The Financial Times also reports on Turkey's reluctance to allow US troops to attack Iraq from Turkey.
Turkey's stated intention of giving "limited" support to any US-led war on Iraq means restricting the number of troops that Washington could deploy in a second front to overthrow Saddam Hussein, the Iraqi leader, officials and analysts said at the weekend.
If the United States had attacked Iraq last winter while the less Islamist government was still in power in Turkey it is very likely that the US could have struck a better deal with Turkey over Iraq. This demonstrates the danger of waiting: more new things can go wrong. Can we count on continued political support from Kuwait or Qatar if we delay for most of 2003? Delay gives domestic opponents in each Middle Eastern supporting country time to organize opposition and use various means (possibly including terrorism) to pressure their governments.

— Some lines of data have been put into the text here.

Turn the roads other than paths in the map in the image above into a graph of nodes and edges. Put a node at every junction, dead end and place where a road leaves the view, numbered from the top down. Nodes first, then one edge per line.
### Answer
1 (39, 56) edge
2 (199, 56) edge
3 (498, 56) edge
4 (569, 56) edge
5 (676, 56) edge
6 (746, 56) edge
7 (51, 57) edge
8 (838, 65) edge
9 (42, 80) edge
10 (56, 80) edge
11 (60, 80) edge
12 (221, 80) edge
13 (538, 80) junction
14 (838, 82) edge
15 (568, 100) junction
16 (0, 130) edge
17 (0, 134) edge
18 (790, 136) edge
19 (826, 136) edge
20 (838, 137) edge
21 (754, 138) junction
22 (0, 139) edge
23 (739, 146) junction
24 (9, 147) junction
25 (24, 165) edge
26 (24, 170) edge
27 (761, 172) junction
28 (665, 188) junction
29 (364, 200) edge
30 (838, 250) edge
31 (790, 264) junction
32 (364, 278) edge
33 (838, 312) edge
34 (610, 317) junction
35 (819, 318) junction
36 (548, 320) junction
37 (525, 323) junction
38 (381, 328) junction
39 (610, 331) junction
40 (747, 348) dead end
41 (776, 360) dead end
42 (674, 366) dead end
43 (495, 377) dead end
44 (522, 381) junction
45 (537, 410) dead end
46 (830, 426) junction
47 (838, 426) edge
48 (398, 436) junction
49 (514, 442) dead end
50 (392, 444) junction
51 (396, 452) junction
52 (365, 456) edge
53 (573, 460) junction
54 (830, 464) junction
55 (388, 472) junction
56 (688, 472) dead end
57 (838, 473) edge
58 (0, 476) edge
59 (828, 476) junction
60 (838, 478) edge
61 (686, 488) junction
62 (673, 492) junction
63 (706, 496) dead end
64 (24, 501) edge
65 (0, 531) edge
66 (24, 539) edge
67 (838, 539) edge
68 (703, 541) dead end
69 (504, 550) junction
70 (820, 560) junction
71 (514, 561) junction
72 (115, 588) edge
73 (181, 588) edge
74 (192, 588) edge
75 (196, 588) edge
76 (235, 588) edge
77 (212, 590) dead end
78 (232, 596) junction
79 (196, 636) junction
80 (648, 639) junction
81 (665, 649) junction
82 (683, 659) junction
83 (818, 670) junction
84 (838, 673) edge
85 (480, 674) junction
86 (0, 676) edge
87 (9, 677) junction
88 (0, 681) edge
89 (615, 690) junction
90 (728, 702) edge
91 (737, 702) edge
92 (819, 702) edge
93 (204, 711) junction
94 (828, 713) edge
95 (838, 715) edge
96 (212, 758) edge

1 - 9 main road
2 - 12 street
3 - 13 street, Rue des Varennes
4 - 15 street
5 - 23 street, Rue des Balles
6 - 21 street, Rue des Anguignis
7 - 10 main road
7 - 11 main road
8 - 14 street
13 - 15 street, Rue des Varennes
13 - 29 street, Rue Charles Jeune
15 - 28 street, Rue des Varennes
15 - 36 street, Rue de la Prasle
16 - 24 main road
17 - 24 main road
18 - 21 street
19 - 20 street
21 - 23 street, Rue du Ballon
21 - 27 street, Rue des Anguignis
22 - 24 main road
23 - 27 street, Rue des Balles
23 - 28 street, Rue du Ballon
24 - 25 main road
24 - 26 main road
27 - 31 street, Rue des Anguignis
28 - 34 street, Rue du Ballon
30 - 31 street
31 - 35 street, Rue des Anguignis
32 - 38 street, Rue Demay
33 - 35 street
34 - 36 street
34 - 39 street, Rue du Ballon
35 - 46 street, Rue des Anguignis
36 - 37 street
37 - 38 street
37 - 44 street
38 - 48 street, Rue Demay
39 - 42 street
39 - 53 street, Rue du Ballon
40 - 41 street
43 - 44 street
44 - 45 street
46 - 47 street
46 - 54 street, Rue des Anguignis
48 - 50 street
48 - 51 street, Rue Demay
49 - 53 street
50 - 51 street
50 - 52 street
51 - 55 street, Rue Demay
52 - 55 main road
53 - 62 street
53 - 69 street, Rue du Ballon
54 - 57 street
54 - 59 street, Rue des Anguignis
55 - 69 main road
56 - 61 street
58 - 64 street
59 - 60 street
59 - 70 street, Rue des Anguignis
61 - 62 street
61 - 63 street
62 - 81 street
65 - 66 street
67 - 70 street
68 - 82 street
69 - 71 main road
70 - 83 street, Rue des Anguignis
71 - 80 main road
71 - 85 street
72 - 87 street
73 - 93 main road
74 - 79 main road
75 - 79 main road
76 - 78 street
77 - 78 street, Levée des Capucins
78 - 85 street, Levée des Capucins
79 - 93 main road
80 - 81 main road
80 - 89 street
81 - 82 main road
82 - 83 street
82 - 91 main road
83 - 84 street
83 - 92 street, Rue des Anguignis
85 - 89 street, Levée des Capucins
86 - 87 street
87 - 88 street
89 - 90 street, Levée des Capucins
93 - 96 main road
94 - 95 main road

The regional media are beating the drums against war. Also, there are signs that Jordan's King Abdullah may be backing out of allowing Jordan to be used as a jumping off point into Iraq..
Jordanian’s monarch Abdullah II has developed cold feet on his armed forces’ role in the US campaign against Iraq, a mere two weeks after Turkey held back permission for US forces to use its bases as staging posts for its invasion of Iraq from the north (as first revealed in DEBKA-Net-Weekly on Jan. 10) – halting the transfer to Turkish bases of American armored divisions, warplanes and naval units. Abdullah followed suit by backtracking on his previous consent for additional US forces to ship out to Jordan to build up the invasion force on the Western sector.
The United States does not have an infinite amount of military or diplomatic resources. The US needs to invade Iraq and get it over with so that attention can be shifted toward other pressing matters. Also, an invasion of Iraq should result in an intelligence bonanza as Iraqi intelligence agents with links to regional terrorist groups are rounded up and interrogated.
By the way, the need to attack simultaneously into all of Iraq's regions at the outset is illustrated by a StrategyPage.com map of Iraqi missile ranges from three different launching points.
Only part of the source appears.